BEGIN Information given
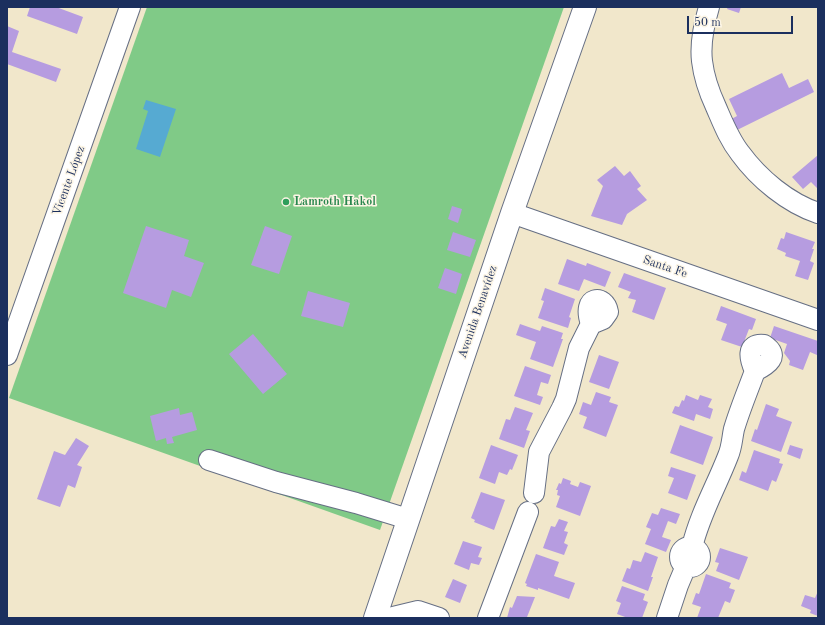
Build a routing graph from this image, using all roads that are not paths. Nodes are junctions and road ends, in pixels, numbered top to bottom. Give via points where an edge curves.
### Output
1 (130, 7) edge
2 (585, 7) edge
3 (709, 7) edge
4 (512, 213) junction
5 (818, 214) edge
6 (818, 320) edge
7 (591, 324) dead end
8 (7, 355) edge
9 (756, 371) dead end
10 (209, 460) dead end
11 (408, 519) junction
12 (375, 618) edge
13 (389, 618) edge
14 (439, 618) edge
15 (488, 618) edge
16 (667, 618) edge

1 - 8 street, Vicente López
2 - 4 main road, Avenida Benavídez
3 - 5 street via 702,60 706,84 729,137 767,182 801,206
4 - 6 street, Santa Fe
4 - 11 main road, Avenida Benavídez
7 - 15 street via 579,348 562,408 539,452 534,493 539,496 541,506 534,512 528,512
9 - 16 street via 738,417 729,454 701,515 692,547 699,553 699,560 695,565 686,566
10 - 11 street via 276,482
11 - 12 main road, Avenida Benavídez
13 - 14 street via 418,611

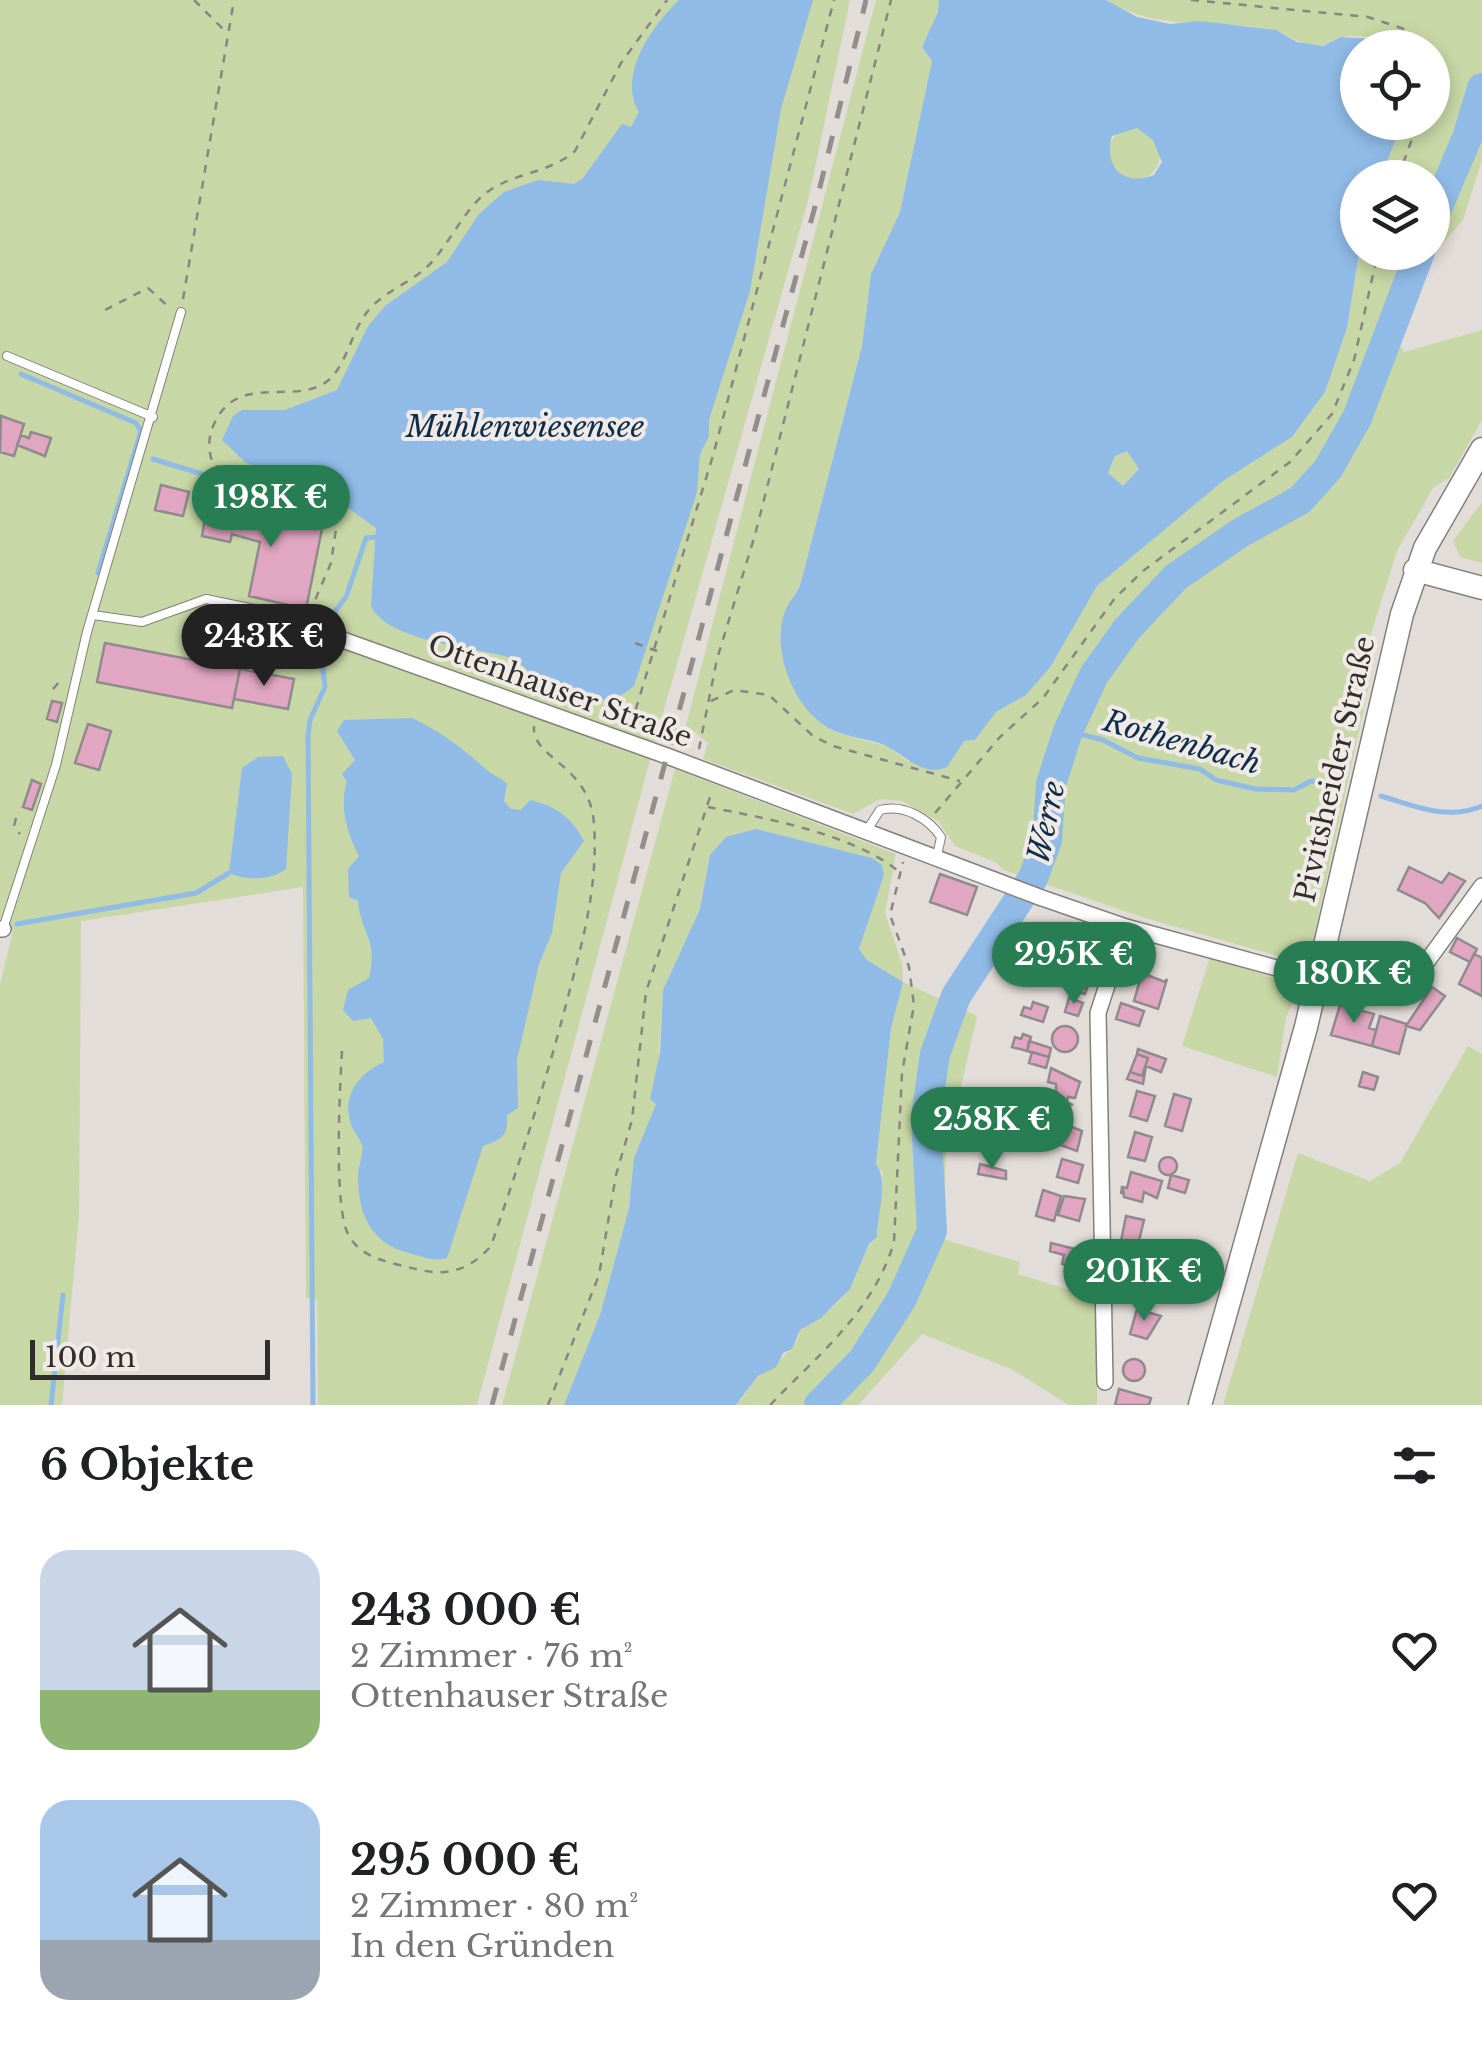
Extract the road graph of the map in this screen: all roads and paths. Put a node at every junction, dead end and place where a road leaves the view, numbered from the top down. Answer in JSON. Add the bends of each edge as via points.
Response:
{"nodes":[{"id":1,"x":194,"y":0,"type":"edge"},
{"id":2,"x":234,"y":0,"type":"edge"},
{"id":3,"x":666,"y":0,"type":"edge"},
{"id":4,"x":834,"y":0,"type":"edge"},
{"id":5,"x":891,"y":0,"type":"edge"},
{"id":6,"x":1191,"y":0,"type":"edge"},
{"id":7,"x":1407,"y":30,"type":"edge"},
{"id":8,"x":228,"y":34,"type":"junction"},
{"id":9,"x":1374,"y":270,"type":"edge"},
{"id":10,"x":105,"y":310,"type":"dead end"},
{"id":11,"x":180,"y":312,"type":"junction"},
{"id":12,"x":7,"y":356,"type":"dead end"},
{"id":13,"x":153,"y":417,"type":"junction"},
{"id":14,"x":1482,"y":449,"type":"edge"},
{"id":15,"x":1415,"y":570,"type":"junction"},
{"id":16,"x":1482,"y":588,"type":"edge"},
{"id":17,"x":93,"y":615,"type":"junction"},
{"id":18,"x":304,"y":626,"type":"junction"},
{"id":19,"x":329,"y":635,"type":"joint"},
{"id":20,"x":634,"y":643,"type":"dead end"},
{"id":21,"x":657,"y":651,"type":"junction"},
{"id":22,"x":61,"y":680,"type":"dead end"},
{"id":23,"x":53,"y":689,"type":"dead end"},
{"id":24,"x":710,"y":701,"type":"junction"},
{"id":25,"x":538,"y":710,"type":"junction"},
{"id":26,"x":625,"y":741,"type":"junction"},
{"id":27,"x":692,"y":765,"type":"junction"},
{"id":28,"x":718,"y":775,"type":"junction"},
{"id":29,"x":961,"y":782,"type":"junction"},
{"id":30,"x":706,"y":807,"type":"junction"},
{"id":31,"x":16,"y":818,"type":"dead end"},
{"id":32,"x":927,"y":822,"type":"junction"},
{"id":33,"x":866,"y":830,"type":"junction"},
{"id":34,"x":32,"y":838,"type":"junction"},
{"id":35,"x":908,"y":846,"type":"junction"},
{"id":36,"x":936,"y":856,"type":"junction"},
{"id":37,"x":899,"y":872,"type":"junction"},
{"id":38,"x":1482,"y":886,"type":"edge"},
{"id":39,"x":1126,"y":927,"type":"junction"},
{"id":40,"x":2,"y":929,"type":"edge"},
{"id":41,"x":1318,"y":974,"type":"junction"},
{"id":42,"x":342,"y":1052,"type":"dead end"},
{"id":43,"x":1104,"y":1382,"type":"dead end"},
{"id":44,"x":548,"y":1405,"type":"edge"},
{"id":45,"x":770,"y":1405,"type":"edge"},
{"id":46,"x":1200,"y":1405,"type":"edge"}],
"edges":[{"from":1,"to":8,"type":"path"},
{"from":2,"to":8,"type":"path"},
{"from":3,"to":18,"type":"path","via":[[563,162],[526,171],[484,195],[430,264],[368,310],[334,376],[321,385],[236,399],[214,423],[215,466],[319,505],[337,522],[331,563]]},
{"from":4,"to":21,"type":"path"},
{"from":5,"to":24,"type":"path"},
{"from":6,"to":7,"type":"path","via":[[1380,19]]},
{"from":8,"to":11,"type":"path"},
{"from":9,"to":29,"type":"path","via":[[1354,360],[1332,414],[1290,462],[1115,598],[1043,698]]},
{"from":10,"to":11,"type":"path","via":[[148,288]]},
{"from":11,"to":13,"type":"lane"},
{"from":12,"to":13,"type":"lane"},
{"from":13,"to":17,"type":"lane"},
{"from":14,"to":15,"type":"main road","name":"Pivitsheider Straße"},
{"from":15,"to":16,"type":"main road"},
{"from":15,"to":41,"type":"main road","name":"Pivitsheider Straße"},
{"from":17,"to":18,"type":"lane","name":"Ottenhauser Straße","via":[[142,622],[206,599]]},
{"from":17,"to":34,"type":"lane"},
{"from":18,"to":19,"type":"lane","name":"Ottenhauser Straße"},
{"from":19,"to":25,"type":"street","name":"Ottenhauser Straße"},
{"from":20,"to":21,"type":"path"},
{"from":21,"to":26,"type":"path"},
{"from":22,"to":23,"type":"path"},
{"from":24,"to":27,"type":"path"},
{"from":24,"to":29,"type":"path","via":[[734,690],[769,695],[833,746]]},
{"from":25,"to":26,"type":"street","name":"Ottenhauser Straße"},
{"from":25,"to":42,"type":"path","via":[[534,740],[573,771],[589,799],[596,877],[549,1073],[491,1246],[476,1262],[431,1273],[362,1251],[347,1234]]},
{"from":26,"to":27,"type":"street","name":"Ottenhauser Straße"},
{"from":27,"to":28,"type":"street","name":"Ottenhauser Straße"},
{"from":28,"to":30,"type":"path"},
{"from":28,"to":33,"type":"street","name":"Ottenhauser Straße"},
{"from":29,"to":32,"type":"path"},
{"from":30,"to":37,"type":"path","via":[[796,827],[869,852]]},
{"from":30,"to":44,"type":"path","via":[[646,992],[632,1120],[599,1275]]},
{"from":31,"to":34,"type":"path","via":[[15,830]]},
{"from":32,"to":33,"type":"lane","via":[[890,808],[875,814]]},
{"from":32,"to":36,"type":"lane","via":[[940,837]]},
{"from":33,"to":35,"type":"street","name":"Ottenhauser Straße"},
{"from":34,"to":40,"type":"lane"},
{"from":35,"to":36,"type":"street","name":"Ottenhauser Straße"},
{"from":35,"to":37,"type":"path"},
{"from":36,"to":39,"type":"street","name":"Ottenhauser Straße"},
{"from":37,"to":45,"type":"path","via":[[890,915],[914,1005],[902,1073],[894,1242],[858,1314]]},
{"from":38,"to":41,"type":"street","name":"Ottenhauser Straße","via":[[1404,993]]},
{"from":39,"to":41,"type":"street","name":"Ottenhauser Straße"},
{"from":39,"to":43,"type":"street","via":[[1098,1013]]},
{"from":41,"to":46,"type":"main road","name":"Pivitsheider Straße"}]}
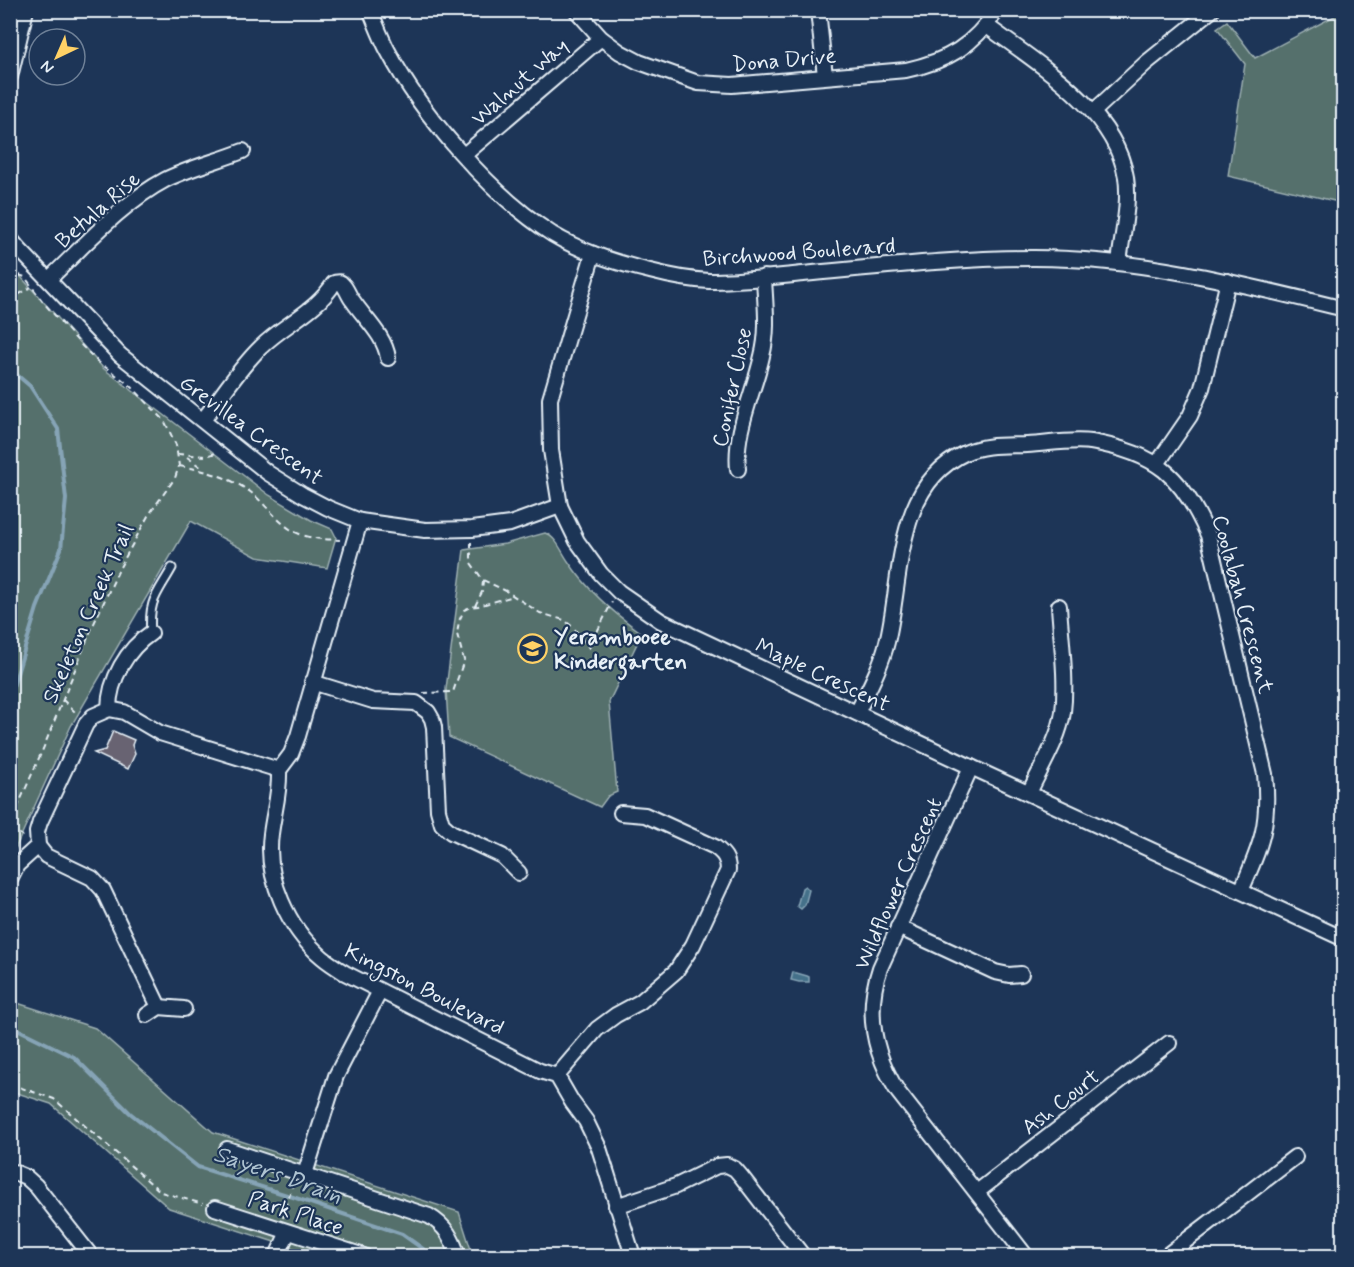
END Information given
### [Problem details]
Copy each record exactly. Leave any images out of the copy.

### [Solved exercise]
Build a routing graph from this image, using all roads that are not paths. Nodes are junctions and road ends, in pixels, numbered top to bottom. Give via points where an edge curves.
### Output
1 (130, 7) edge
2 (585, 7) edge
3 (709, 7) edge
4 (512, 213) junction
5 (818, 214) edge
6 (818, 320) edge
7 (591, 324) dead end
8 (7, 355) edge
9 (756, 371) dead end
10 (209, 460) dead end
11 (408, 519) junction
12 (375, 618) edge
13 (389, 618) edge
14 (439, 618) edge
15 (488, 618) edge
16 (667, 618) edge

1 - 8 street, Vicente López
2 - 4 main road, Avenida Benavídez
3 - 5 street via 702,60 706,84 729,137 767,182 801,206
4 - 6 street, Santa Fe
4 - 11 main road, Avenida Benavídez
7 - 15 street via 579,348 562,408 539,452 534,493 539,496 541,506 534,512 528,512
9 - 16 street via 738,417 729,454 701,515 692,547 699,553 699,560 695,565 686,566
10 - 11 street via 276,482
11 - 12 main road, Avenida Benavídez
13 - 14 street via 418,611

Extract the road graph of the map in this screen: all roads and paths. Put a node at every junction, dead end and place where a road leaves the view, numbered from the top down. Answer in JSON. Add the bends of each edge as via points.
Response:
{"nodes":[{"id":1,"x":194,"y":0,"type":"edge"},
{"id":2,"x":234,"y":0,"type":"edge"},
{"id":3,"x":666,"y":0,"type":"edge"},
{"id":4,"x":834,"y":0,"type":"edge"},
{"id":5,"x":891,"y":0,"type":"edge"},
{"id":6,"x":1191,"y":0,"type":"edge"},
{"id":7,"x":1407,"y":30,"type":"edge"},
{"id":8,"x":228,"y":34,"type":"junction"},
{"id":9,"x":1374,"y":270,"type":"edge"},
{"id":10,"x":105,"y":310,"type":"dead end"},
{"id":11,"x":180,"y":312,"type":"junction"},
{"id":12,"x":7,"y":356,"type":"dead end"},
{"id":13,"x":153,"y":417,"type":"junction"},
{"id":14,"x":1482,"y":449,"type":"edge"},
{"id":15,"x":1415,"y":570,"type":"junction"},
{"id":16,"x":1482,"y":588,"type":"edge"},
{"id":17,"x":93,"y":615,"type":"junction"},
{"id":18,"x":304,"y":626,"type":"junction"},
{"id":19,"x":329,"y":635,"type":"joint"},
{"id":20,"x":634,"y":643,"type":"dead end"},
{"id":21,"x":657,"y":651,"type":"junction"},
{"id":22,"x":61,"y":680,"type":"dead end"},
{"id":23,"x":53,"y":689,"type":"dead end"},
{"id":24,"x":710,"y":701,"type":"junction"},
{"id":25,"x":538,"y":710,"type":"junction"},
{"id":26,"x":625,"y":741,"type":"junction"},
{"id":27,"x":692,"y":765,"type":"junction"},
{"id":28,"x":718,"y":775,"type":"junction"},
{"id":29,"x":961,"y":782,"type":"junction"},
{"id":30,"x":706,"y":807,"type":"junction"},
{"id":31,"x":16,"y":818,"type":"dead end"},
{"id":32,"x":927,"y":822,"type":"junction"},
{"id":33,"x":866,"y":830,"type":"junction"},
{"id":34,"x":32,"y":838,"type":"junction"},
{"id":35,"x":908,"y":846,"type":"junction"},
{"id":36,"x":936,"y":856,"type":"junction"},
{"id":37,"x":899,"y":872,"type":"junction"},
{"id":38,"x":1482,"y":886,"type":"edge"},
{"id":39,"x":1126,"y":927,"type":"junction"},
{"id":40,"x":2,"y":929,"type":"edge"},
{"id":41,"x":1318,"y":974,"type":"junction"},
{"id":42,"x":342,"y":1052,"type":"dead end"},
{"id":43,"x":1104,"y":1382,"type":"dead end"},
{"id":44,"x":548,"y":1405,"type":"edge"},
{"id":45,"x":770,"y":1405,"type":"edge"},
{"id":46,"x":1200,"y":1405,"type":"edge"}],
"edges":[{"from":1,"to":8,"type":"path"},
{"from":2,"to":8,"type":"path"},
{"from":3,"to":18,"type":"path","via":[[563,162],[526,171],[484,195],[430,264],[368,310],[334,376],[321,385],[236,399],[214,423],[215,466],[319,505],[337,522],[331,563]]},
{"from":4,"to":21,"type":"path"},
{"from":5,"to":24,"type":"path"},
{"from":6,"to":7,"type":"path","via":[[1380,19]]},
{"from":8,"to":11,"type":"path"},
{"from":9,"to":29,"type":"path","via":[[1354,360],[1332,414],[1290,462],[1115,598],[1043,698]]},
{"from":10,"to":11,"type":"path","via":[[148,288]]},
{"from":11,"to":13,"type":"lane"},
{"from":12,"to":13,"type":"lane"},
{"from":13,"to":17,"type":"lane"},
{"from":14,"to":15,"type":"main road","name":"Pivitsheider Straße"},
{"from":15,"to":16,"type":"main road"},
{"from":15,"to":41,"type":"main road","name":"Pivitsheider Straße"},
{"from":17,"to":18,"type":"lane","name":"Ottenhauser Straße","via":[[142,622],[206,599]]},
{"from":17,"to":34,"type":"lane"},
{"from":18,"to":19,"type":"lane","name":"Ottenhauser Straße"},
{"from":19,"to":25,"type":"street","name":"Ottenhauser Straße"},
{"from":20,"to":21,"type":"path"},
{"from":21,"to":26,"type":"path"},
{"from":22,"to":23,"type":"path"},
{"from":24,"to":27,"type":"path"},
{"from":24,"to":29,"type":"path","via":[[734,690],[769,695],[833,746]]},
{"from":25,"to":26,"type":"street","name":"Ottenhauser Straße"},
{"from":25,"to":42,"type":"path","via":[[534,740],[573,771],[589,799],[596,877],[549,1073],[491,1246],[476,1262],[431,1273],[362,1251],[347,1234]]},
{"from":26,"to":27,"type":"street","name":"Ottenhauser Straße"},
{"from":27,"to":28,"type":"street","name":"Ottenhauser Straße"},
{"from":28,"to":30,"type":"path"},
{"from":28,"to":33,"type":"street","name":"Ottenhauser Straße"},
{"from":29,"to":32,"type":"path"},
{"from":30,"to":37,"type":"path","via":[[796,827],[869,852]]},
{"from":30,"to":44,"type":"path","via":[[646,992],[632,1120],[599,1275]]},
{"from":31,"to":34,"type":"path","via":[[15,830]]},
{"from":32,"to":33,"type":"lane","via":[[890,808],[875,814]]},
{"from":32,"to":36,"type":"lane","via":[[940,837]]},
{"from":33,"to":35,"type":"street","name":"Ottenhauser Straße"},
{"from":34,"to":40,"type":"lane"},
{"from":35,"to":36,"type":"street","name":"Ottenhauser Straße"},
{"from":35,"to":37,"type":"path"},
{"from":36,"to":39,"type":"street","name":"Ottenhauser Straße"},
{"from":37,"to":45,"type":"path","via":[[890,915],[914,1005],[902,1073],[894,1242],[858,1314]]},
{"from":38,"to":41,"type":"street","name":"Ottenhauser Straße","via":[[1404,993]]},
{"from":39,"to":41,"type":"street","name":"Ottenhauser Straße"},
{"from":39,"to":43,"type":"street","via":[[1098,1013]]},
{"from":41,"to":46,"type":"main road","name":"Pivitsheider Straße"}]}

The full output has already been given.